*WHAT THE TASK REQUIRES*: Report every line from the material that contains the word "BUENO".

*INPUT*:
○ ○ ○ ○ ○ ○ ○
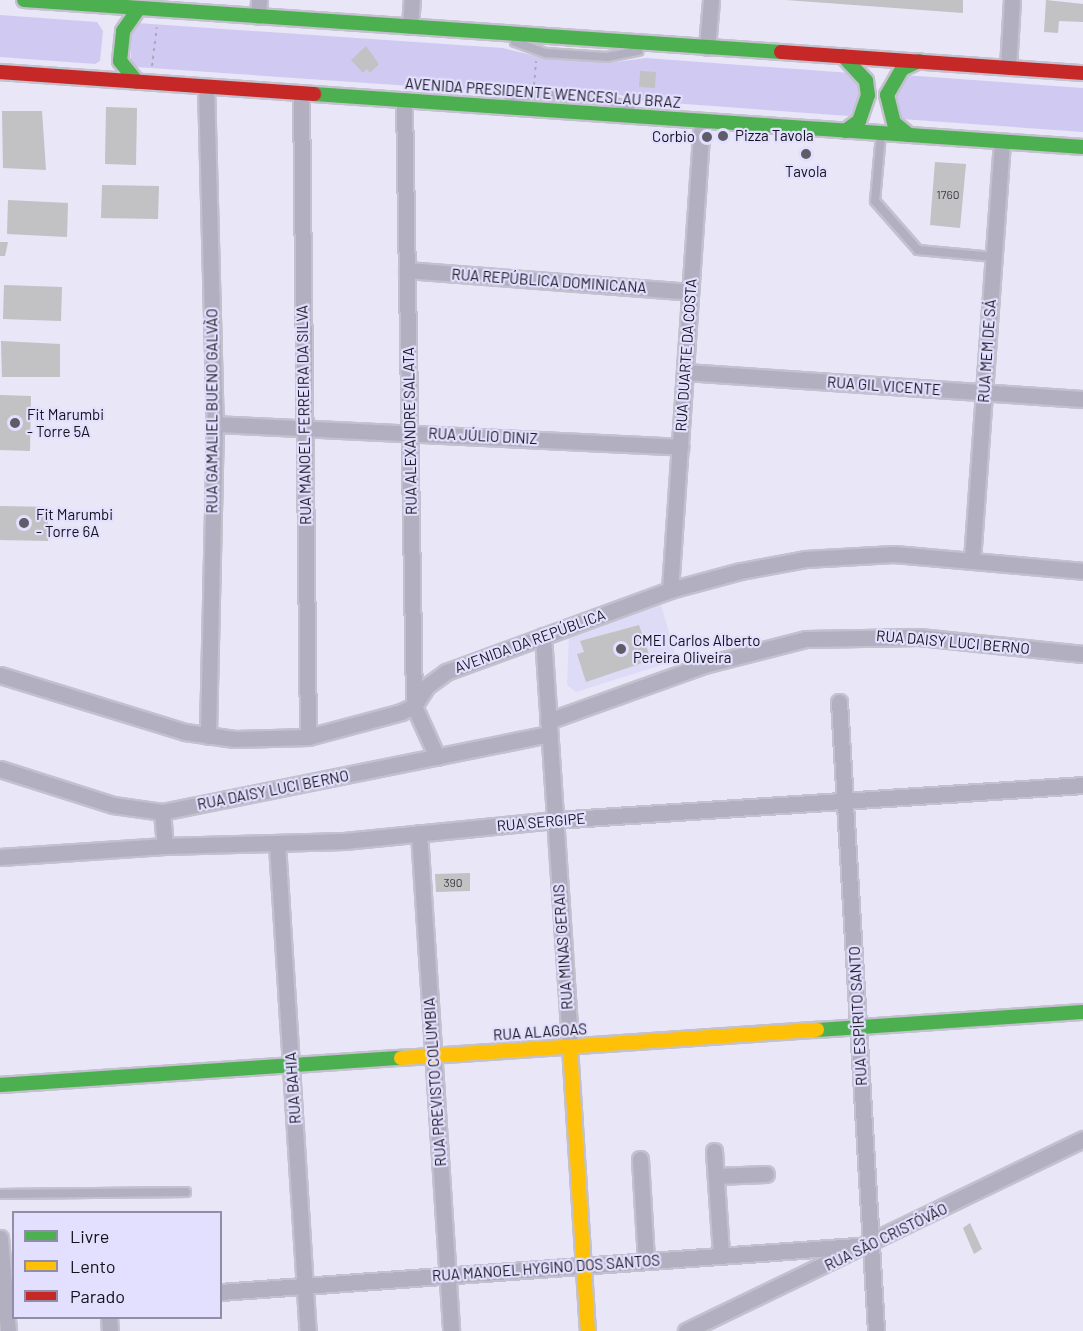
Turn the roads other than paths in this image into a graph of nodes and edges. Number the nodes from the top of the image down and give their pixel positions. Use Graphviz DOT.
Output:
graph roads {
  1 [pos="24,0"];
  2 [pos="259,0"];
  3 [pos="412,0"];
  4 [pos="711,0"];
  5 [pos="1012,0"];
  6 [pos="102,3"];
  7 [pos="140,8"];
  8 [pos="258,16"];
  9 [pos="410,27"];
  10 [pos="490,32"];
  11 [pos="669,44"];
  12 [pos="707,47"];
  13 [pos="843,56"];
  14 [pos="919,62"];
  15 [pos="1008,68"];
  16 [pos="0,72"];
  17 [pos="1083,73"];
  18 [pos="98,79"];
  19 [pos="144,82"];
  20 [pos="206,87"];
  21 [pos="301,93"];
  22 [pos="404,100"];
  23 [pos="466,104"];
  24 [pos="663,118"];
  25 [pos="702,121"];
  26 [pos="845,131"];
  27 [pos="881,133"];
  28 [pos="909,135"];
  29 [pos="1002,142"];
  30 [pos="1083,147"];
  31 [pos="994,257"];
  32 [pos="407,270"];
  33 [pos="690,292"];
  34 [pos="685,372"];
  35 [pos="984,393"];
  36 [pos="1083,399"];
  37 [pos="215,424"];
  38 [pos="304,427"];
  39 [pos="410,432"];
  40 [pos="680,447"];
  41 [pos="972,560"];
  42 [pos="1083,571"];
  43 [pos="670,590"];
  44 [pos="543,636"];
  45 [pos="1083,654"];
  46 [pos="0,675"];
  47 [pos="839,702"];
  48 [pos="414,706"];
  49 [pos="549,728"];
  50 [pos="208,736"];
  51 [pos="308,737"];
  52 [pos="437,757"];
  53 [pos="0,769"];
  54 [pos="1083,785"];
  55 [pos="845,801"];
  56 [pos="162,812"];
  57 [pos="555,820"];
  58 [pos="419,833"];
  59 [pos="277,844"];
  60 [pos="165,846"];
  61 [pos="0,856"];
  62 [pos="1083,1012"];
  63 [pos="858,1027"];
  64 [pos="570,1047"];
  65 [pos="433,1056"];
  66 [pos="291,1065"];
  67 [pos="0,1085"];
  68 [pos="1083,1139"];
  69 [pos="714,1151"];
  70 [pos="640,1159"];
  71 [pos="766,1174"];
  72 [pos="716,1176"];
  73 [pos="186,1192"];
  74 [pos="0,1194"];
  75 [pos="0,1238"];
  76 [pos="871,1245"];
  77 [pos="721,1255"];
  78 [pos="646,1261"];
  79 [pos="584,1265"];
  80 [pos="447,1275"];
  81 [pos="305,1286"];
  82 [pos="222,1292"];
  83 [pos="6,1307"];
  84 [pos="8,1331"];
  85 [pos="308,1331"];
  86 [pos="451,1331"];
  87 [pos="588,1331"];
  88 [pos="686,1331"];
  89 [pos="876,1331"];
  1 -- 6 [label="main road"];
  2 -- 8 [label="street"];
  3 -- 9 [label="street"];
  4 -- 12 [label="street"];
  5 -- 15 [label="street"];
  6 -- 7 [label="main road"];
  6 -- 18 [label="main road"];
  7 -- 8 [label="main road"];
  7 -- 19 [label="main road"];
  8 -- 9 [label="main road"];
  9 -- 10 [label="main road"];
  10 -- 11 [label="main road"];
  10 -- 11 [label="lane"];
  11 -- 12 [label="main road"];
  12 -- 13 [label="main road"];
  13 -- 14 [label="main road"];
  13 -- 26 [label="main road"];
  14 -- 15 [label="main road"];
  14 -- 28 [label="main road"];
  15 -- 17 [label="main road"];
  16 -- 18 [label="main road, AVENIDA PRESIDENTE WENCESLAU BRAZ"];
  18 -- 19 [label="main road, AVENIDA PRESIDENTE WENCESLAU BRAZ"];
  19 -- 20 [label="main road, AVENIDA PRESIDENTE WENCESLAU BRAZ"];
  20 -- 21 [label="main road, AVENIDA PRESIDENTE WENCESLAU BRAZ"];
  20 -- 37 [label="street, RUA GAMALIEL BUENO GALVÃO"];
  21 -- 22 [label="main road, AVENIDA PRESIDENTE WENCESLAU BRAZ"];
  21 -- 38 [label="street, RUA MANOEL FERREIRA DA SILVA"];
  22 -- 23 [label="main road, AVENIDA PRESIDENTE WENCESLAU BRAZ"];
  22 -- 32 [label="street, RUA ALEXANDRE SALATA"];
  23 -- 24 [label="main road, AVENIDA PRESIDENTE WENCESLAU BRAZ"];
  23 -- 24 [label="lane"];
  24 -- 25 [label="main road, AVENIDA PRESIDENTE WENCESLAU BRAZ"];
  25 -- 26 [label="main road, AVENIDA PRESIDENTE WENCESLAU BRAZ"];
  25 -- 33 [label="street, RUA DUARTE DA COSTA"];
  26 -- 27 [label="main road, AVENIDA PRESIDENTE WENCESLAU BRAZ"];
  27 -- 28 [label="main road, AVENIDA PRESIDENTE WENCESLAU BRAZ"];
  27 -- 31 [label="lane"];
  28 -- 29 [label="main road, AVENIDA PRESIDENTE WENCESLAU BRAZ"];
  29 -- 30 [label="main road, AVENIDA PRESIDENTE WENCESLAU BRAZ"];
  29 -- 31 [label="street, RUA MEM DE SÁ"];
  31 -- 35 [label="street, RUA MEM DE SÁ"];
  32 -- 33 [label="street, RUA REPÚBLICA DOMINICANA"];
  32 -- 39 [label="street, RUA ALEXANDRE SALATA"];
  33 -- 34 [label="street, RUA DUARTE DA COSTA"];
  34 -- 35 [label="street, RUA GIL VICENTE"];
  34 -- 40 [label="street, RUA DUARTE DA COSTA"];
  35 -- 36 [label="street, RUA GIL VICENTE"];
  35 -- 41 [label="street, RUA MEM DE SÁ"];
  37 -- 38 [label="street, RUA JÚLIO DINIZ"];
  37 -- 50 [label="street, RUA GAMALIEL BUENO GALVÃO"];
  38 -- 39 [label="street, RUA JÚLIO DINIZ"];
  38 -- 51 [label="street, RUA MANOEL FERREIRA DA SILVA"];
  39 -- 40 [label="street, RUA JÚLIO DINIZ"];
  39 -- 48 [label="street, RUA ALEXANDRE SALATA"];
  40 -- 43 [label="street, RUA DUARTE DA COSTA"];
  41 -- 42 [label="street, AVENIDA DA REPÚBLICA"];
  41 -- 43 [label="street, AVENIDA DA REPÚBLICA"];
  43 -- 44 [label="street, AVENIDA DA REPÚBLICA"];
  44 -- 48 [label="street, AVENIDA DA REPÚBLICA"];
  44 -- 49 [label="street, RUA MINAS GERAIS"];
  45 -- 49 [label="street, RUA DAISY LUCI BERNO"];
  46 -- 50 [label="street"];
  47 -- 55 [label="street, RUA ESPÍRITO SANTO"];
  48 -- 51 [label="street"];
  48 -- 52 [label="street, RUA ALEXANDRE SALATA"];
  49 -- 52 [label="street, RUA DAISY LUCI BERNO"];
  49 -- 57 [label="street, RUA MINAS GERAIS"];
  50 -- 51 [label="street"];
  52 -- 56 [label="street, RUA DAISY LUCI BERNO"];
  53 -- 56 [label="street, RUA DAISY LUCI BERNO"];
  54 -- 55 [label="street, RUA SERGIPE"];
  55 -- 57 [label="street, RUA SERGIPE"];
  55 -- 63 [label="street, RUA ESPÍRITO SANTO"];
  56 -- 60 [label="street"];
  57 -- 58 [label="street, RUA SERGIPE"];
  57 -- 64 [label="street, RUA MINAS GERAIS"];
  58 -- 59 [label="street, RUA SERGIPE"];
  58 -- 65 [label="street, RUA PREVISTO COLUMBIA"];
  59 -- 60 [label="street, RUA SERGIPE"];
  59 -- 66 [label="street, RUA BAHIA"];
  60 -- 61 [label="street, RUA SERGIPE"];
  62 -- 63 [label="main road, RUA ALAGOAS"];
  63 -- 64 [label="main road, RUA ALAGOAS"];
  63 -- 76 [label="street, RUA ESPÍRITO SANTO"];
  64 -- 65 [label="main road, RUA ALAGOAS"];
  64 -- 79 [label="main road, RUA MINAS GERAIS"];
  65 -- 66 [label="main road, RUA ALAGOAS"];
  65 -- 80 [label="street, RUA PREVISTO COLUMBIA"];
  66 -- 67 [label="main road, RUA ALAGOAS"];
  66 -- 81 [label="street, RUA BAHIA"];
  68 -- 76 [label="street, RUA SÃO CRISTÓVÃO"];
  69 -- 72 [label="street"];
  70 -- 78 [label="street"];
  71 -- 72 [label="street"];
  72 -- 77 [label="street"];
  73 -- 74 [label="lane"];
  75 -- 83 [label="street"];
  76 -- 77 [label="street, RUA MANOEL HYGINO DOS SANTOS"];
  76 -- 88 [label="street, RUA SÃO CRISTÓVÃO"];
  76 -- 89 [label="street, RUA ESPÍRITO SANTO"];
  77 -- 78 [label="street, RUA MANOEL HYGINO DOS SANTOS"];
  78 -- 79 [label="street, RUA MANOEL HYGINO DOS SANTOS"];
  79 -- 80 [label="street, RUA MANOEL HYGINO DOS SANTOS"];
  79 -- 87 [label="main road, RUA MINAS GERAIS"];
  80 -- 81 [label="street, RUA MANOEL HYGINO DOS SANTOS"];
  80 -- 86 [label="street, RUA PREVISTO COLUMBIA"];
  81 -- 82 [label="street, RUA MANOEL HYGINO DOS SANTOS"];
  81 -- 85 [label="street, RUA BAHIA"];
  83 -- 84 [label="street"];
}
○ ○ ○ ○ ○ ○ ○
*ANSWER SPACE*:
  20 -- 37 [label="street, RUA GAMALIEL BUENO GALVÃO"];
  37 -- 50 [label="street, RUA GAMALIEL BUENO GALVÃO"];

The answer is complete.